# DATA IN THIS EXERCISE
========
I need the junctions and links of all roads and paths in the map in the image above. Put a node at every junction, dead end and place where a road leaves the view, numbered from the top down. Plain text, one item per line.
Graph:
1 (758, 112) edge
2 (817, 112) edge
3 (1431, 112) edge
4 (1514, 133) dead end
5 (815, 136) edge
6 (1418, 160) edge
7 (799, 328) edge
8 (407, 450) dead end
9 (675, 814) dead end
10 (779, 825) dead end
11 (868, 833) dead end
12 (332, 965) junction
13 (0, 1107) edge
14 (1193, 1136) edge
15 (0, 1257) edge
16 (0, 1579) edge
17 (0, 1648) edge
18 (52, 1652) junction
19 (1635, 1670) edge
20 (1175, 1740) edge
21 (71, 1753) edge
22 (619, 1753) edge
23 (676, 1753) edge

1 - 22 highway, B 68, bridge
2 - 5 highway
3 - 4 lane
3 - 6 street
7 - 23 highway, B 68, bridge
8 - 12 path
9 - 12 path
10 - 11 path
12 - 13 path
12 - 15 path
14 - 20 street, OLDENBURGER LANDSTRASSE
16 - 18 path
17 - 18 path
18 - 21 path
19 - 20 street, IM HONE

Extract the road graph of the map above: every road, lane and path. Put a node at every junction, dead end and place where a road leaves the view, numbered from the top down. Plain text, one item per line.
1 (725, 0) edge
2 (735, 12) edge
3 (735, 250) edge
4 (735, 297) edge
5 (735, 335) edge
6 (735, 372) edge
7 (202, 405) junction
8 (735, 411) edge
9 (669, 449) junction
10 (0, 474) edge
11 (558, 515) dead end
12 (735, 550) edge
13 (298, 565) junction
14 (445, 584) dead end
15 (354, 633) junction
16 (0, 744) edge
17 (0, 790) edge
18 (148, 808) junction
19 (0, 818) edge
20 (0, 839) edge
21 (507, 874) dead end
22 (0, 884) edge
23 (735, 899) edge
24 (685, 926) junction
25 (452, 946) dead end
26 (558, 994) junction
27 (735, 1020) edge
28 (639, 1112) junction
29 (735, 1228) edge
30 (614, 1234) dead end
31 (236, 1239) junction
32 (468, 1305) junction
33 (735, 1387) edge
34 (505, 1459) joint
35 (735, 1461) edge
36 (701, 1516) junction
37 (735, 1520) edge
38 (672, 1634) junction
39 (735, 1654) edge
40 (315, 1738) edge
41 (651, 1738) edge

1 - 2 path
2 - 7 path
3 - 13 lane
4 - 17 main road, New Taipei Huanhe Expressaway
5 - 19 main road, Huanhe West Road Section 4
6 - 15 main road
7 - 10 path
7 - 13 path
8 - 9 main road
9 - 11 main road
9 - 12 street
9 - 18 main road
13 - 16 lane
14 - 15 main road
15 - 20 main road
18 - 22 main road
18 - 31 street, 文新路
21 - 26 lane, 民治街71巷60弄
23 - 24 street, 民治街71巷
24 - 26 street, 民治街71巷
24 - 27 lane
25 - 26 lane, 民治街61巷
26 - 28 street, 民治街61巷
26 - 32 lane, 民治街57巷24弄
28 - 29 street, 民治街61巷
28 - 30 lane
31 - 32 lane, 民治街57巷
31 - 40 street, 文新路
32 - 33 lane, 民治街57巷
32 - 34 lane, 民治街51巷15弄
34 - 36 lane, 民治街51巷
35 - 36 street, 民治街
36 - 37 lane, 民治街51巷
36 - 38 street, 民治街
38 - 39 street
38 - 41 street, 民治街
========
# WORK TO COMPLETE
Preserving every character, copy the records above out again.

# SOLUTION BELOW
I need the junctions and links of all roads and paths in the map in the image above. Put a node at every junction, dead end and place where a road leaves the view, numbered from the top down. Plain text, one item per line.
Graph:
1 (758, 112) edge
2 (817, 112) edge
3 (1431, 112) edge
4 (1514, 133) dead end
5 (815, 136) edge
6 (1418, 160) edge
7 (799, 328) edge
8 (407, 450) dead end
9 (675, 814) dead end
10 (779, 825) dead end
11 (868, 833) dead end
12 (332, 965) junction
13 (0, 1107) edge
14 (1193, 1136) edge
15 (0, 1257) edge
16 (0, 1579) edge
17 (0, 1648) edge
18 (52, 1652) junction
19 (1635, 1670) edge
20 (1175, 1740) edge
21 (71, 1753) edge
22 (619, 1753) edge
23 (676, 1753) edge

1 - 22 highway, B 68, bridge
2 - 5 highway
3 - 4 lane
3 - 6 street
7 - 23 highway, B 68, bridge
8 - 12 path
9 - 12 path
10 - 11 path
12 - 13 path
12 - 15 path
14 - 20 street, OLDENBURGER LANDSTRASSE
16 - 18 path
17 - 18 path
18 - 21 path
19 - 20 street, IM HONE

Extract the road graph of the map above: every road, lane and path. Put a node at every junction, dead end and place where a road leaves the view, numbered from the top down. Plain text, one item per line.
1 (725, 0) edge
2 (735, 12) edge
3 (735, 250) edge
4 (735, 297) edge
5 (735, 335) edge
6 (735, 372) edge
7 (202, 405) junction
8 (735, 411) edge
9 (669, 449) junction
10 (0, 474) edge
11 (558, 515) dead end
12 (735, 550) edge
13 (298, 565) junction
14 (445, 584) dead end
15 (354, 633) junction
16 (0, 744) edge
17 (0, 790) edge
18 (148, 808) junction
19 (0, 818) edge
20 (0, 839) edge
21 (507, 874) dead end
22 (0, 884) edge
23 (735, 899) edge
24 (685, 926) junction
25 (452, 946) dead end
26 (558, 994) junction
27 (735, 1020) edge
28 (639, 1112) junction
29 (735, 1228) edge
30 (614, 1234) dead end
31 (236, 1239) junction
32 (468, 1305) junction
33 (735, 1387) edge
34 (505, 1459) joint
35 (735, 1461) edge
36 (701, 1516) junction
37 (735, 1520) edge
38 (672, 1634) junction
39 (735, 1654) edge
40 (315, 1738) edge
41 (651, 1738) edge

1 - 2 path
2 - 7 path
3 - 13 lane
4 - 17 main road, New Taipei Huanhe Expressaway
5 - 19 main road, Huanhe West Road Section 4
6 - 15 main road
7 - 10 path
7 - 13 path
8 - 9 main road
9 - 11 main road
9 - 12 street
9 - 18 main road
13 - 16 lane
14 - 15 main road
15 - 20 main road
18 - 22 main road
18 - 31 street, 文新路
21 - 26 lane, 民治街71巷60弄
23 - 24 street, 民治街71巷
24 - 26 street, 民治街71巷
24 - 27 lane
25 - 26 lane, 民治街61巷
26 - 28 street, 民治街61巷
26 - 32 lane, 民治街57巷24弄
28 - 29 street, 民治街61巷
28 - 30 lane
31 - 32 lane, 民治街57巷
31 - 40 street, 文新路
32 - 33 lane, 民治街57巷
32 - 34 lane, 民治街51巷15弄
34 - 36 lane, 民治街51巷
35 - 36 street, 民治街
36 - 37 lane, 民治街51巷
36 - 38 street, 民治街
38 - 39 street
38 - 41 street, 民治街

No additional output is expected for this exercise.